Exercise details - Output each record exactly, excluding pictures.

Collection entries
=== Begin Enclosure ===
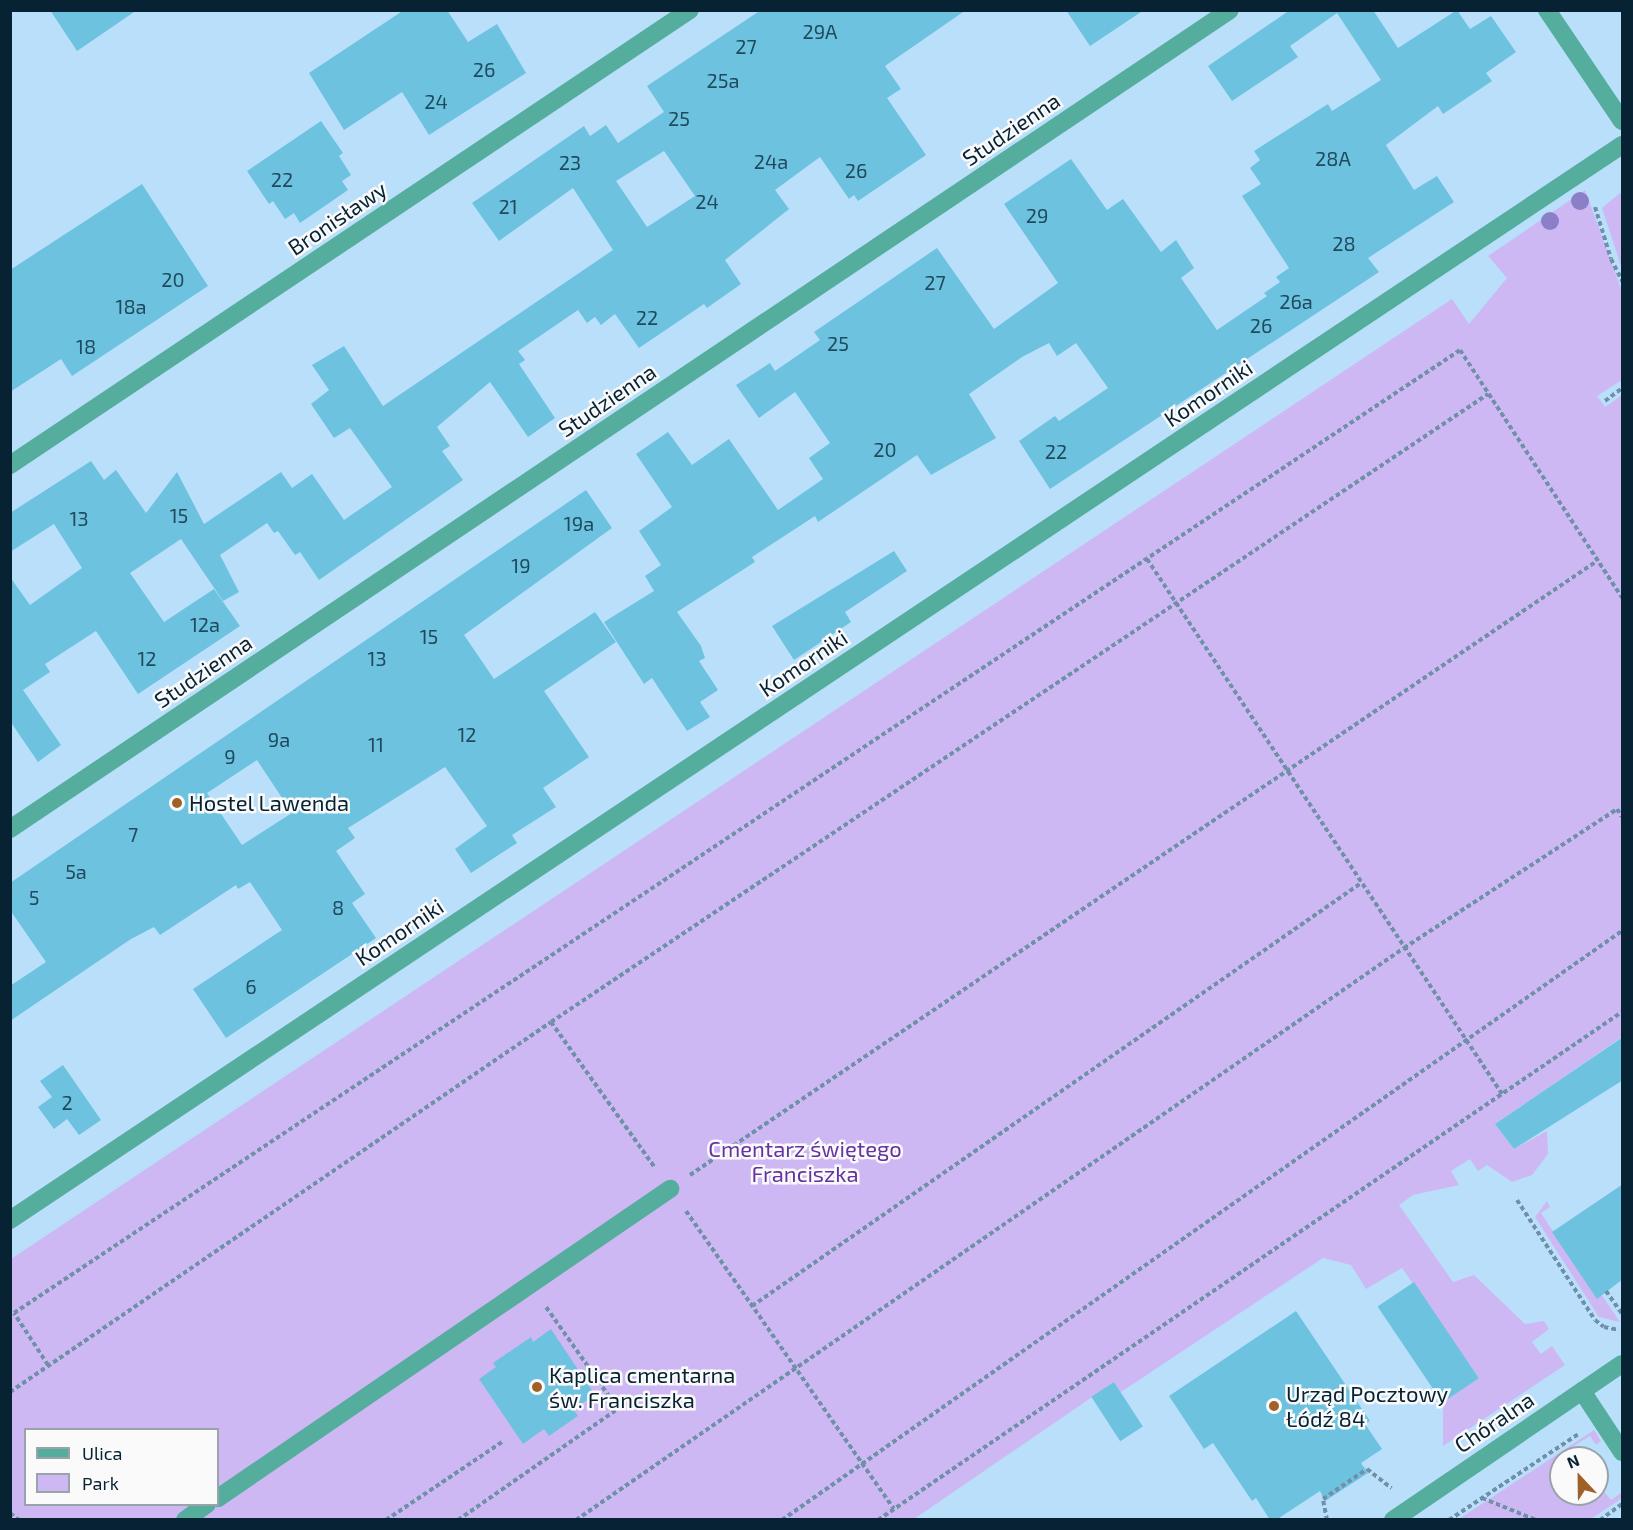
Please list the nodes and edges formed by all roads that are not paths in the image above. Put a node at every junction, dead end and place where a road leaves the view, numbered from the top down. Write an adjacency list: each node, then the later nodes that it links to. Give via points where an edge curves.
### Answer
1 (690, 10): 6 (street, Bronisławy)
2 (1230, 10): 7 (street, Studzienna)
3 (1548, 10): 4 (street)
4 (1623, 121)
5 (1623, 145): 9 (street, Komorniki)
6 (10, 465)
7 (10, 829)
8 (670, 1189): 13 (street)
9 (10, 1220)
10 (1623, 1364): 11 (street, Chóralna)
11 (1582, 1391): 12 (street); 16 (street, Chóralna)
12 (1623, 1452)
13 (219, 1496)
14 (204, 1506): 15 (street)
15 (185, 1520)
16 (1393, 1520)

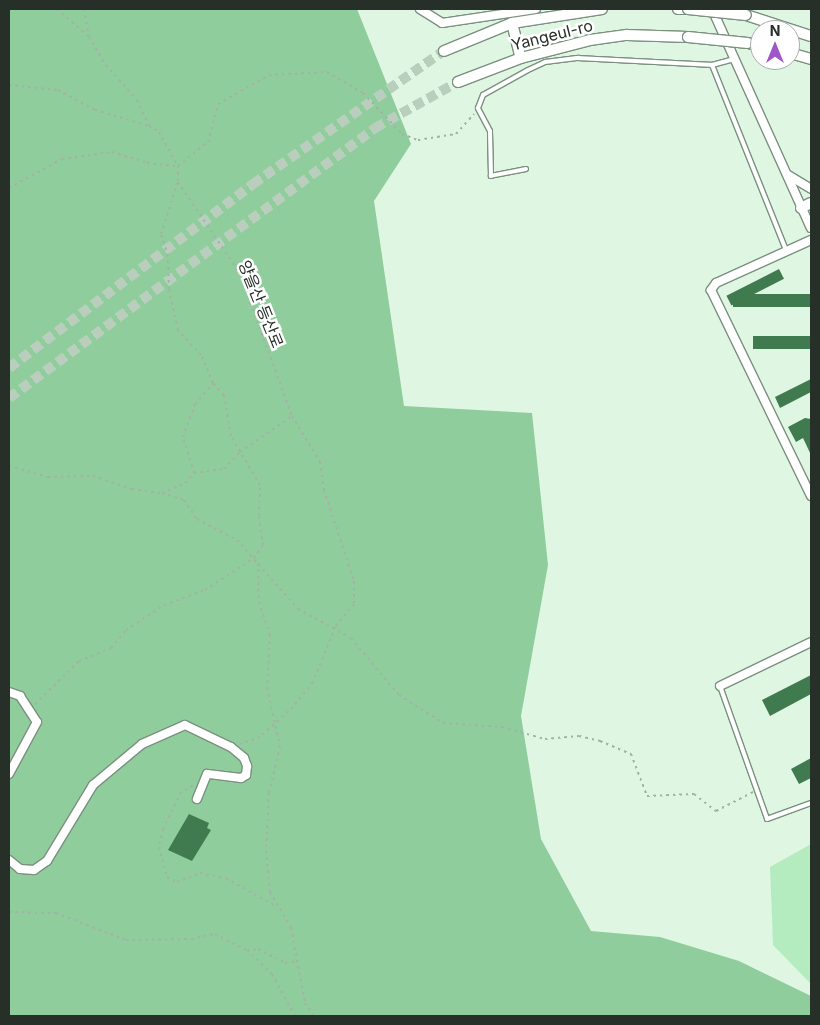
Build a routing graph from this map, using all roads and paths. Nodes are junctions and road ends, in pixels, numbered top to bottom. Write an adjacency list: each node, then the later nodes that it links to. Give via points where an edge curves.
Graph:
1 (58, 9): 13 (path)
2 (84, 9): 13 (path)
3 (420, 9): 4 (street, via 442,23)
4 (536, 9)
5 (602, 9): 11 (street, Yangeul-ro)
6 (678, 9): 7 (street)
7 (688, 9): 12 (street, bridge, via 746,15)
8 (712, 9): 10 (street)
9 (721, 9): 10 (street)
10 (719, 20): 17 (street)
11 (512, 23): 15 (street, Yangeul-ro); 16 (street)
12 (811, 36)
13 (89, 37): 22 (path, via 106,65 137,100)
14 (750, 44): 16 (street, Yangeul-ro, bridge, via 688,37 608,37)
15 (444, 51)
16 (521, 58): 19 (street, Yangeul-ro)
17 (736, 58): 18 (lane); 25 (street)
18 (712, 65): 21 (lane, via 561,59 545,62 483,95); 33 (lane)
19 (458, 82)
20 (9, 85): 22 (path, via 58,90 94,110)
21 (478, 108): 23 (path, via 456,134 418,140 402,134 363,92 327,72 269,75 218,104 208,142); 24 (lane, via 490,131 491,176)
22 (149, 126): 23 (path, via 159,132)
23 (178, 166): 26 (path); 27 (path, via 147,163 112,152 62,159)
24 (526, 169)
25 (788, 175): 28 (street); 30 (street)
26 (178, 182): 34 (path, via 161,234 168,256 169,288 178,330 200,355); 35 (path, 양을산 등산로, via 239,272)
27 (9, 188)
28 (811, 190)
29 (811, 203): 30 (street)
30 (801, 208): 31 (street)
31 (811, 228)
32 (811, 240): 33 (street)
33 (786, 250): 40 (street, via 716,283 711,293)
34 (213, 383): 36 (path, via 224,395 231,436); 38 (path, via 195,404 183,437)
35 (292, 416): 36 (path); 43 (path, 양을산 등산로, via 320,462 324,490 354,581 354,604)
36 (240, 452): 38 (path, via 224,469); 41 (path, via 260,484 259,516 263,545)
37 (9, 466): 39 (path, via 48,477 93,476 132,489)
38 (194, 473): 39 (path, via 186,484)
39 (162, 493): 41 (path, via 184,500 197,519 237,540)
40 (811, 496)
41 (254, 558): 42 (path); 47 (path, via 205,590 164,605 126,630 111,648 79,661)
42 (258, 563): 43 (path, via 298,609); 48 (path, via 259,602 270,635 267,688)
43 (335, 627): 48 (path, 양을산 등산로, via 312,682 293,707); 52 (path, via 351,638 399,695 443,722 502,727 545,739 579,736 600,741 631,754 647,796 694,794 716,811)
44 (811, 642): 45 (street)
45 (720, 686): 52 (lane)
46 (9, 692): 47 (street, via 20,696)
47 (31, 709): 50 (street, via 37,722)
48 (275, 720): 49 (path, 양을산 등산로, via 260,737); 56 (path, via 280,746 269,793 266,851 270,892)
49 (231, 747): 51 (street, via 244,758 246,775 207,774); 55 (street, via 185,725 142,744 93,785 48,861 28,869)
50 (9, 774)
51 (201, 787): 53 (street); 56 (path, via 181,792 163,829 159,847 167,877 177,882 200,873 226,878)
52 (756, 791): 54 (lane, via 767,819)
53 (196, 799)
54 (811, 803)
55 (9, 860)
56 (276, 907): 59 (path, via 291,928)
57 (9, 912): 58 (path, via 56,913 126,940 191,939 215,934)
58 (247, 950): 59 (path, via 258,949 285,963); 60 (path, via 272,974)
59 (298, 961): 61 (path, via 305,1003)
60 (295, 1016)
61 (314, 1016)

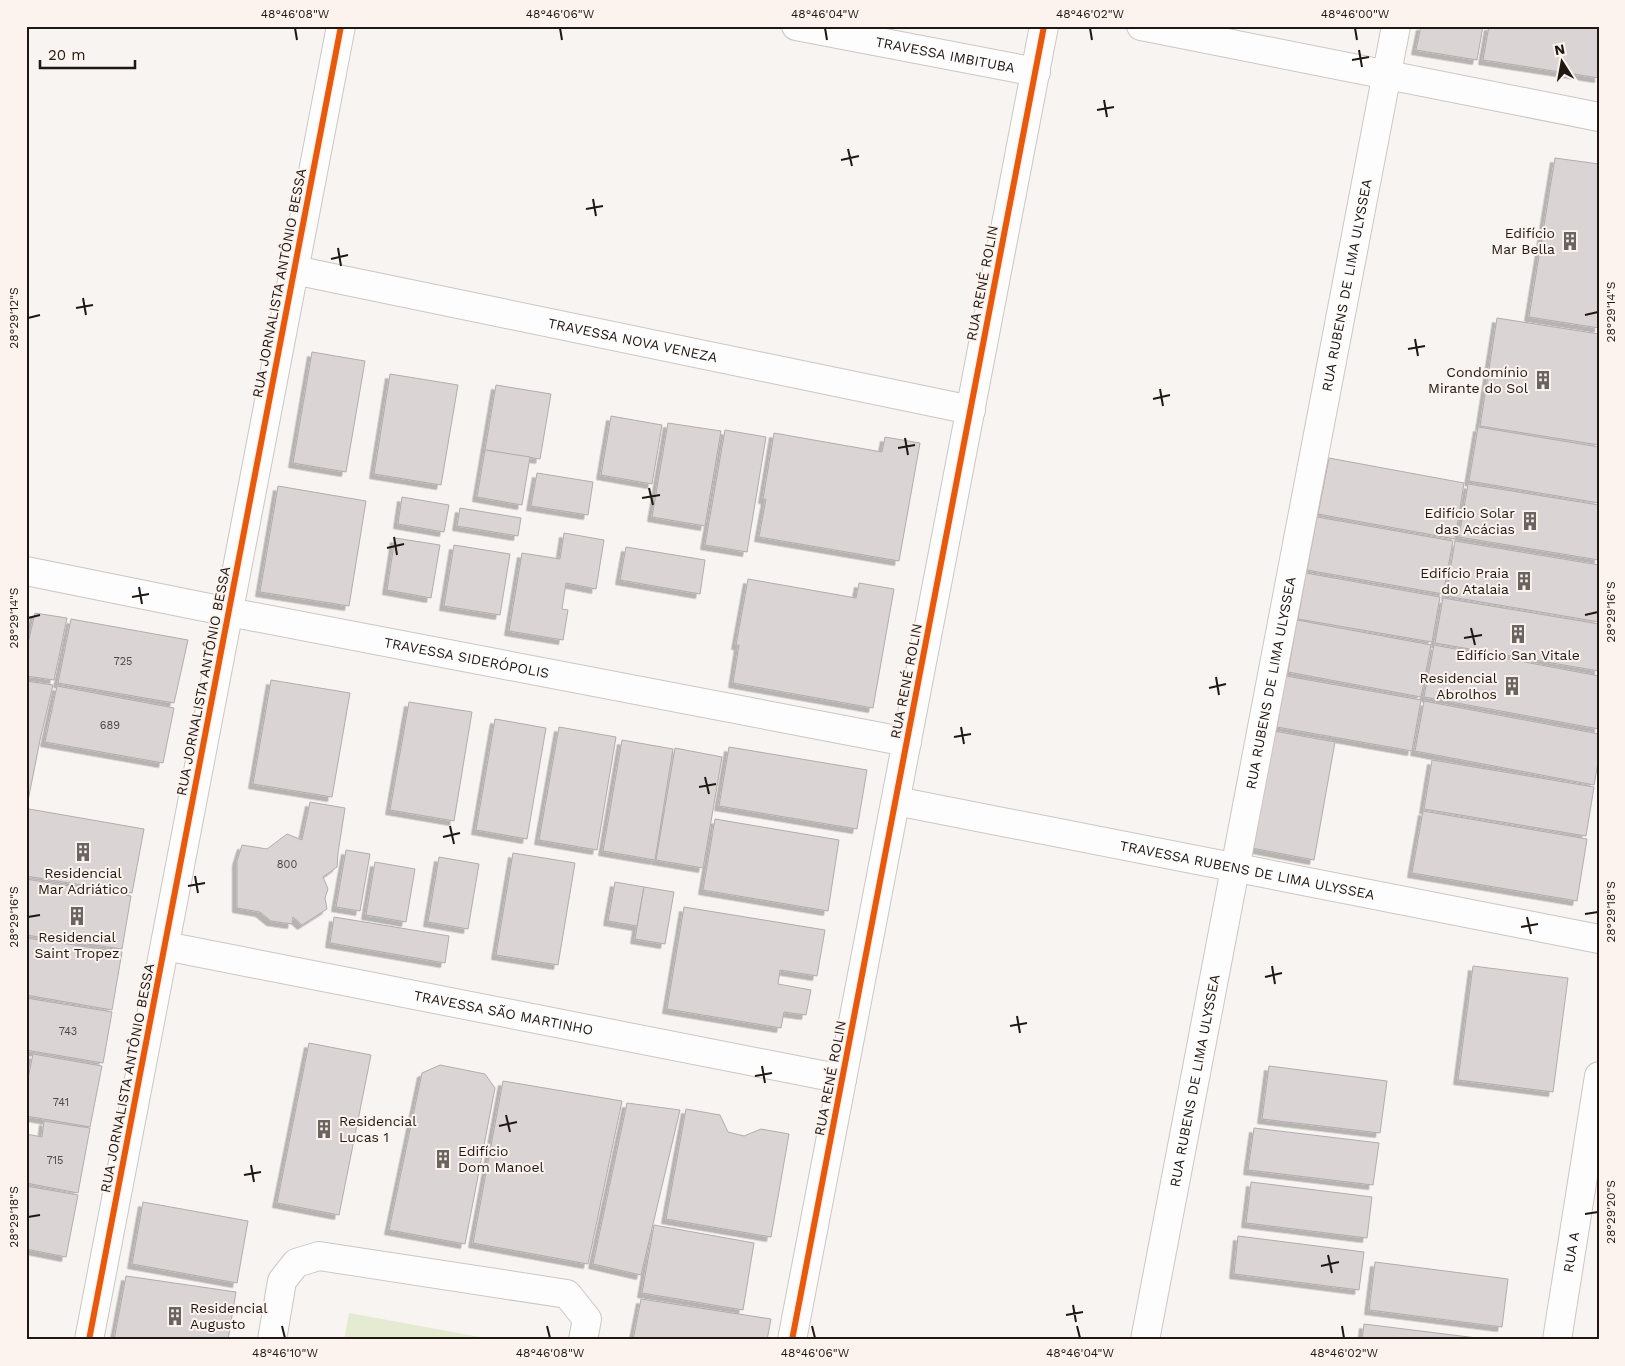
=== End Enclosure ===
Task answer -
Please list the nodes and edges formed by all roads that are not paths in the image above. Put a node at every junction, dead end and place where a road leaves the view, numbered from the top down. Write an adjacency list: each node, then the later nodes that it links to. Give via points where an edge curves.
### Answer
1 (690, 10): 6 (street, Bronisławy)
2 (1230, 10): 7 (street, Studzienna)
3 (1548, 10): 4 (street)
4 (1623, 121)
5 (1623, 145): 9 (street, Komorniki)
6 (10, 465)
7 (10, 829)
8 (670, 1189): 13 (street)
9 (10, 1220)
10 (1623, 1364): 11 (street, Chóralna)
11 (1582, 1391): 12 (street); 16 (street, Chóralna)
12 (1623, 1452)
13 (219, 1496)
14 (204, 1506): 15 (street)
15 (185, 1520)
16 (1393, 1520)

Build a routing graph from this map, using all roads and paths. Nodes are junctions and road ends, in pixels, numbered top to bottom. Write an adjacency list: each node, then the later nodes that it links to. Give via points where an edge curves.
Graph:
1 (58, 9): 13 (path)
2 (84, 9): 13 (path)
3 (420, 9): 4 (street, via 442,23)
4 (536, 9)
5 (602, 9): 11 (street, Yangeul-ro)
6 (678, 9): 7 (street)
7 (688, 9): 12 (street, bridge, via 746,15)
8 (712, 9): 10 (street)
9 (721, 9): 10 (street)
10 (719, 20): 17 (street)
11 (512, 23): 15 (street, Yangeul-ro); 16 (street)
12 (811, 36)
13 (89, 37): 22 (path, via 106,65 137,100)
14 (750, 44): 16 (street, Yangeul-ro, bridge, via 688,37 608,37)
15 (444, 51)
16 (521, 58): 19 (street, Yangeul-ro)
17 (736, 58): 18 (lane); 25 (street)
18 (712, 65): 21 (lane, via 561,59 545,62 483,95); 33 (lane)
19 (458, 82)
20 (9, 85): 22 (path, via 58,90 94,110)
21 (478, 108): 23 (path, via 456,134 418,140 402,134 363,92 327,72 269,75 218,104 208,142); 24 (lane, via 490,131 491,176)
22 (149, 126): 23 (path, via 159,132)
23 (178, 166): 26 (path); 27 (path, via 147,163 112,152 62,159)
24 (526, 169)
25 (788, 175): 28 (street); 30 (street)
26 (178, 182): 34 (path, via 161,234 168,256 169,288 178,330 200,355); 35 (path, 양을산 등산로, via 239,272)
27 (9, 188)
28 (811, 190)
29 (811, 203): 30 (street)
30 (801, 208): 31 (street)
31 (811, 228)
32 (811, 240): 33 (street)
33 (786, 250): 40 (street, via 716,283 711,293)
34 (213, 383): 36 (path, via 224,395 231,436); 38 (path, via 195,404 183,437)
35 (292, 416): 36 (path); 43 (path, 양을산 등산로, via 320,462 324,490 354,581 354,604)
36 (240, 452): 38 (path, via 224,469); 41 (path, via 260,484 259,516 263,545)
37 (9, 466): 39 (path, via 48,477 93,476 132,489)
38 (194, 473): 39 (path, via 186,484)
39 (162, 493): 41 (path, via 184,500 197,519 237,540)
40 (811, 496)
41 (254, 558): 42 (path); 47 (path, via 205,590 164,605 126,630 111,648 79,661)
42 (258, 563): 43 (path, via 298,609); 48 (path, via 259,602 270,635 267,688)
43 (335, 627): 48 (path, 양을산 등산로, via 312,682 293,707); 52 (path, via 351,638 399,695 443,722 502,727 545,739 579,736 600,741 631,754 647,796 694,794 716,811)
44 (811, 642): 45 (street)
45 (720, 686): 52 (lane)
46 (9, 692): 47 (street, via 20,696)
47 (31, 709): 50 (street, via 37,722)
48 (275, 720): 49 (path, 양을산 등산로, via 260,737); 56 (path, via 280,746 269,793 266,851 270,892)
49 (231, 747): 51 (street, via 244,758 246,775 207,774); 55 (street, via 185,725 142,744 93,785 48,861 28,869)
50 (9, 774)
51 (201, 787): 53 (street); 56 (path, via 181,792 163,829 159,847 167,877 177,882 200,873 226,878)
52 (756, 791): 54 (lane, via 767,819)
53 (196, 799)
54 (811, 803)
55 (9, 860)
56 (276, 907): 59 (path, via 291,928)
57 (9, 912): 58 (path, via 56,913 126,940 191,939 215,934)
58 (247, 950): 59 (path, via 258,949 285,963); 60 (path, via 272,974)
59 (298, 961): 61 (path, via 305,1003)
60 (295, 1016)
61 (314, 1016)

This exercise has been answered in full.